[What you need to do]
Each line of the data below that contains "Semarang" must be copied.

[Given entries]
• • • • • • •
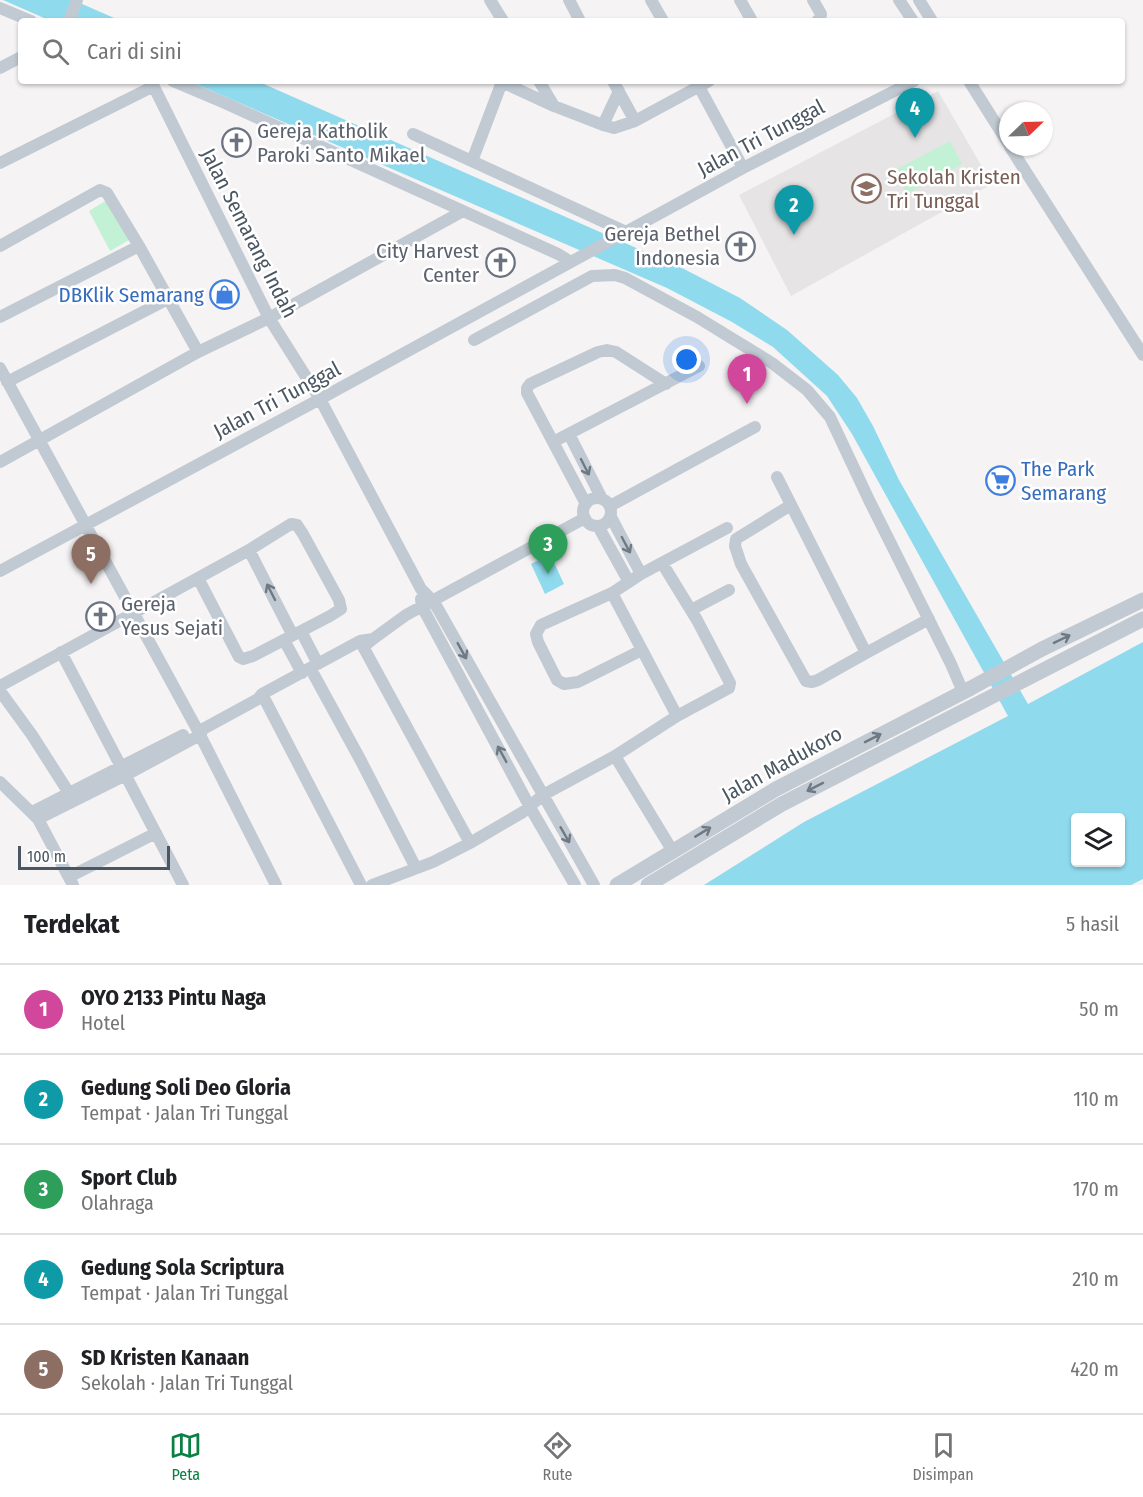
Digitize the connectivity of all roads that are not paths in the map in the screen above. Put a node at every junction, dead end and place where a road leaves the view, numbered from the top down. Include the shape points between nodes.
1 (77, 0) edge
2 (490, 0) edge
3 (569, 0) edge
4 (651, 0) edge
5 (740, 0) edge
6 (813, 0) edge
7 (900, 0) edge
8 (919, 0) edge
9 (0, 8) edge
10 (24, 18) edge
11 (70, 18) edge
12 (501, 18) edge
13 (578, 18) edge
14 (661, 18) edge
15 (750, 18) edge
16 (820, 18) edge
17 (911, 18) edge
18 (930, 18) edge
19 (18, 59) edge
20 (0, 68) edge
21 (151, 84) edge
22 (179, 84) edge
23 (500, 84) edge
24 (507, 84) edge
25 (541, 84) edge
26 (699, 84) edge
27 (701, 84) edge
28 (908, 84) edge
29 (971, 84) edge
30 (616, 86) edge
31 (554, 106) junction
32 (635, 121) junction
33 (603, 125) junction
34 (999, 129) edge
35 (413, 134) dead end
36 (1016, 156) edge
37 (472, 161) junction
38 (0, 163) edge
39 (743, 168) junction
40 (464, 212) junction
41 (623, 234) junction
42 (0, 246) edge
43 (139, 246) junction
44 (571, 262) junction
45 (168, 298) junction
46 (0, 316) edge
47 (269, 318) junction
48 (474, 340) dead end
49 (198, 352) junction
50 (1143, 354) edge
51 (699, 366) dead end
52 (0, 368) edge
53 (8, 382) junction
54 (666, 384) junction
55 (320, 399) junction
56 (755, 427) dead end
57 (569, 434) junction
58 (39, 441) junction
59 (554, 442) junction
60 (0, 462) edge
61 (777, 477) dead end
62 (586, 504) junction
63 (790, 506) junction
64 (607, 507) junction
65 (585, 518) junction
66 (85, 525) junction
67 (598, 526) junction
68 (727, 528) dead end
69 (249, 550) junction
70 (662, 563) junction
71 (0, 571) edge
72 (641, 574) junction
73 (198, 578) junction
74 (629, 582) junction
75 (729, 590) dead end
76 (612, 593) junction
77 (1143, 600) edge
78 (427, 604) junction
79 (691, 610) junction
80 (133, 613) junction
81 (928, 619) junction
82 (1143, 620) edge
83 (293, 635) junction
84 (366, 642) junction
85 (642, 650) junction
86 (61, 652) junction
87 (866, 653) junction
88 (311, 671) junction
89 (0, 686) edge
90 (971, 688) junction
91 (0, 691) edge
92 (262, 698) junction
93 (493, 706) junction
94 (479, 713) junction
95 (677, 716) junction
96 (200, 731) junction
97 (615, 756) junction
98 (123, 771) junction
99 (0, 782) edge
100 (69, 793) junction
101 (543, 795) junction
102 (530, 806) junction
103 (35, 816) junction
104 (156, 833) junction
105 (470, 843) junction
106 (672, 850) junction
107 (416, 868) junction
108 (71, 881) edge
109 (183, 885) edge
110 (276, 885) edge
111 (361, 885) edge
112 (372, 885) edge
113 (575, 885) edge
114 (594, 885) edge
115 (617, 885) edge
116 (648, 885) edge

1 - 11 street
2 - 12 street
3 - 13 street
4 - 14 street
5 - 15 street
6 - 16 street
7 - 17 street
8 - 18 street
9 - 10 street
19 - 20 street
21 - 38 street
21 - 47 street, Jalan Semarang Indah
22 - 40 street
23 - 37 street
24 - 31 street
25 - 31 street
26 - 32 street
27 - 39 street
28 - 39 street, Jalan Tri Tunggal
29 - 34 street
30 - 32 street
30 - 33 street
31 - 33 street
32 - 33 street via 614,128
35 - 37 street
36 - 50 street
37 - 41 street
39 - 41 street, Jalan Tri Tunggal
40 - 44 street
40 - 47 street
41 - 44 street, Jalan Tri Tunggal
42 - 43 street via 100,190 107,193
43 - 45 street
43 - 46 street
44 - 55 street, Jalan Tri Tunggal
45 - 49 street
45 - 53 street
47 - 49 street
47 - 55 street, Jalan Semarang Indah
48 - 81 street via 592,276 624,278 697,316 772,363 807,390 830,417
49 - 58 street
51 - 54 street
52 - 53 street
53 - 58 street
54 - 57 street
54 - 59 street via 607,350 530,384 527,393
55 - 66 street, Jalan Tri Tunggal
55 - 78 street, Jalan Semarang Indah
56 - 64 street
57 - 59 street
57 -> 64 street
58 - 60 street
58 - 66 street
59 - 62 street
61 - 63 street
62 - 64 street via 591,500
62 - 65 street
63 - 87 street
63 - 87 street via 736,539 741,564 806,681 818,680
64 - 67 street via 608,522
64 -> 72 street
65 - 67 street
65 - 78 street
66 - 71 street, Jalan Tri Tunggal
66 - 80 street
67 - 74 street
68 - 70 street
69 - 73 street
83 -> 69 street
69 - 83 street via 291,524 297,525 339,600 341,609
70 - 72 street
70 - 79 street
72 - 74 street
73 - 80 street
73 - 83 street via 239,657 253,656
74 - 76 street
75 - 79 street
76 - 85 street
76 - 85 street via 541,624 536,634 538,642 557,680 564,684 578,682
90 -> 77 street, Jalan Madukoro
78 - 84 street
78 -> 93 street
78 - 94 street
79 - 95 street via 730,683 724,692
80 - 86 street
80 - 96 street
81 - 87 street
81 - 90 street via 951,664
82 -> 116 street, Jalan Madukoro via 782,804
83 - 88 street
83 - 88 street
84 - 88 street
84 - 105 street
85 - 95 street
86 - 89 street
86 - 98 street
88 - 92 street
88 - 107 street
106 -> 90 street, Jalan Madukoro via 776,789
91 - 100 street
92 - 96 street
92 - 111 street
93 - 94 street
93 - 101 street
102 -> 94 street
95 - 97 street
96 - 98 street
96 - 110 street
97 - 101 street
97 - 106 street
98 - 100 street
98 - 103 street
98 - 104 street
99 - 103 street
100 - 103 street
101 - 102 street
101 -> 114 street
102 - 105 street
102 - 113 street
103 - 108 street
104 - 108 street
104 - 109 street
105 - 107 street
106 - 115 street, Jalan Madukoro
107 - 112 street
• • • • • • •
[Exercise solution]
21 - 47 street, Jalan Semarang Indah
47 - 55 street, Jalan Semarang Indah
55 - 78 street, Jalan Semarang Indah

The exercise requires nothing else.